-- WHAT NEEDS TO BE DONE --
The expected output is each line below containing "Soekarno", copied in full.

-- TASK MATERIAL --
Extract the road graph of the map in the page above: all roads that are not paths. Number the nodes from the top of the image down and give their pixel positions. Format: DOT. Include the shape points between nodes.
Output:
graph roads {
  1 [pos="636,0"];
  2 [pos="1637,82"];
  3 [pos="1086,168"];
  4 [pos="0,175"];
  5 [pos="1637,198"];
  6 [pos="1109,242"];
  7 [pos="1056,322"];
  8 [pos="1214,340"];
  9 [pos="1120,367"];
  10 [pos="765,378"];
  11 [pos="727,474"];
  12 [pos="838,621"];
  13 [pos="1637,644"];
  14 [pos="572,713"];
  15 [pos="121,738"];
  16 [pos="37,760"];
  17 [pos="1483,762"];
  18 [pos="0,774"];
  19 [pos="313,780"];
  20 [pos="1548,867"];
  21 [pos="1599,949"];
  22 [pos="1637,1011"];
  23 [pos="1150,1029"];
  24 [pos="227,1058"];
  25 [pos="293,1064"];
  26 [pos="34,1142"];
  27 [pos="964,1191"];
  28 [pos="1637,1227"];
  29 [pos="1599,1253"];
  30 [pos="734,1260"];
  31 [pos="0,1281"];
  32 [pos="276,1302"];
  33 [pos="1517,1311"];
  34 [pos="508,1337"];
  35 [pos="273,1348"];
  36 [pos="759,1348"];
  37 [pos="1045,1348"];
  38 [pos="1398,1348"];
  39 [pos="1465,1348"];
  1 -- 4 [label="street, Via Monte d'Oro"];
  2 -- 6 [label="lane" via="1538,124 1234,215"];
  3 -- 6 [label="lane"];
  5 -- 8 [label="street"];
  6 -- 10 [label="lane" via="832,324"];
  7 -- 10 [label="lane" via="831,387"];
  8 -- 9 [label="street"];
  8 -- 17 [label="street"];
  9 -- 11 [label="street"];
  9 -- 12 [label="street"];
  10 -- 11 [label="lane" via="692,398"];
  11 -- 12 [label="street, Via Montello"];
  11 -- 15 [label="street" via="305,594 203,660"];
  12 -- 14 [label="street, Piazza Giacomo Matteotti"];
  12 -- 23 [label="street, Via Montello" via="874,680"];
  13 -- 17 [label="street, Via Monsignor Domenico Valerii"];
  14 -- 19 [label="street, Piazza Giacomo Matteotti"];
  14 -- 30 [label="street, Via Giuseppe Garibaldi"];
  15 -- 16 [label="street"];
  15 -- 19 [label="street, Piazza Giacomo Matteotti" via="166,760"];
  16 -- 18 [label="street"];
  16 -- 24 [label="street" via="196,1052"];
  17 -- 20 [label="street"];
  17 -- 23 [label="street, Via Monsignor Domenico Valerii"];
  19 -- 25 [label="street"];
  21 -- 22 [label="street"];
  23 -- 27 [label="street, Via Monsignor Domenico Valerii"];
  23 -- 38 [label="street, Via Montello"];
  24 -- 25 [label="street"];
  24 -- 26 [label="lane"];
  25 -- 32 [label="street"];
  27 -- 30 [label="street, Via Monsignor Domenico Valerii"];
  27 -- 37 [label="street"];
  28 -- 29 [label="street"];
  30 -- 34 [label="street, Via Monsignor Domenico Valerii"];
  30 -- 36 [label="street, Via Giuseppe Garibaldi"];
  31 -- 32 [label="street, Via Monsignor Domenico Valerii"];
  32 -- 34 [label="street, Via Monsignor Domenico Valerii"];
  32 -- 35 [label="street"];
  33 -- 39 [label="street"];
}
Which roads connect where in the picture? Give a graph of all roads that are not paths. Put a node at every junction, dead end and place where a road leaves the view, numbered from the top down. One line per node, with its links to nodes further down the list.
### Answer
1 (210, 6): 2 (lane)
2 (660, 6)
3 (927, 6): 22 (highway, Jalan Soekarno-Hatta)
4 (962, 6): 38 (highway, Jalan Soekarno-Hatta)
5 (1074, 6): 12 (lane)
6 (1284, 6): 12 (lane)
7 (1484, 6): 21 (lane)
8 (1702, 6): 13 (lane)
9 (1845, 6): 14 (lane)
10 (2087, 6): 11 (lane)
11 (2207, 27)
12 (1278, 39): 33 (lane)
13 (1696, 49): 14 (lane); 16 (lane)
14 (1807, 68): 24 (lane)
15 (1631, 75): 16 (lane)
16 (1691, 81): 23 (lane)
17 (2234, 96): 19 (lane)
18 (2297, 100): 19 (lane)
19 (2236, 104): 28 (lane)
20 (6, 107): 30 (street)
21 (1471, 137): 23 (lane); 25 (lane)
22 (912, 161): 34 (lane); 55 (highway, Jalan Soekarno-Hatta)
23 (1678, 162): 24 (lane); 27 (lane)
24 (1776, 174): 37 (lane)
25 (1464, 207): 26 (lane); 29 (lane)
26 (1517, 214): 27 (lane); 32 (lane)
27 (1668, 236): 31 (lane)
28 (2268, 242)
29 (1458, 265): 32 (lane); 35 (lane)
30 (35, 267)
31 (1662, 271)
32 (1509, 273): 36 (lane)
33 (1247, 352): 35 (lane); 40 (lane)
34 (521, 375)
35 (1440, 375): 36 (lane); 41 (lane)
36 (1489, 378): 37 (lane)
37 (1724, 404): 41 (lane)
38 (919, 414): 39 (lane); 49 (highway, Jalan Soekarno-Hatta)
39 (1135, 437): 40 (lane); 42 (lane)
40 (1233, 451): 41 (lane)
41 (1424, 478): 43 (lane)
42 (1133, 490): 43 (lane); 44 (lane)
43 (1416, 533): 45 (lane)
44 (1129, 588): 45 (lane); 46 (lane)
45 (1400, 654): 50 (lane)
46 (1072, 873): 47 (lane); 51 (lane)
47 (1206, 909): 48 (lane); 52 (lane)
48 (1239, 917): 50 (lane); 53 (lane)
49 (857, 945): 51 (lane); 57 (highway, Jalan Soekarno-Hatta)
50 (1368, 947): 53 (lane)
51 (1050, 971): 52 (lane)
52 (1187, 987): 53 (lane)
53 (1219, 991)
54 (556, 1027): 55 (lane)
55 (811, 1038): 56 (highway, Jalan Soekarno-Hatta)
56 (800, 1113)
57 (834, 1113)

-- EXERCISE ANSWER --
3 (927, 6): 22 (highway, Jalan Soekarno-Hatta)
4 (962, 6): 38 (highway, Jalan Soekarno-Hatta)
22 (912, 161): 34 (lane); 55 (highway, Jalan Soekarno-Hatta)
38 (919, 414): 39 (lane); 49 (highway, Jalan Soekarno-Hatta)
49 (857, 945): 51 (lane); 57 (highway, Jalan Soekarno-Hatta)
55 (811, 1038): 56 (highway, Jalan Soekarno-Hatta)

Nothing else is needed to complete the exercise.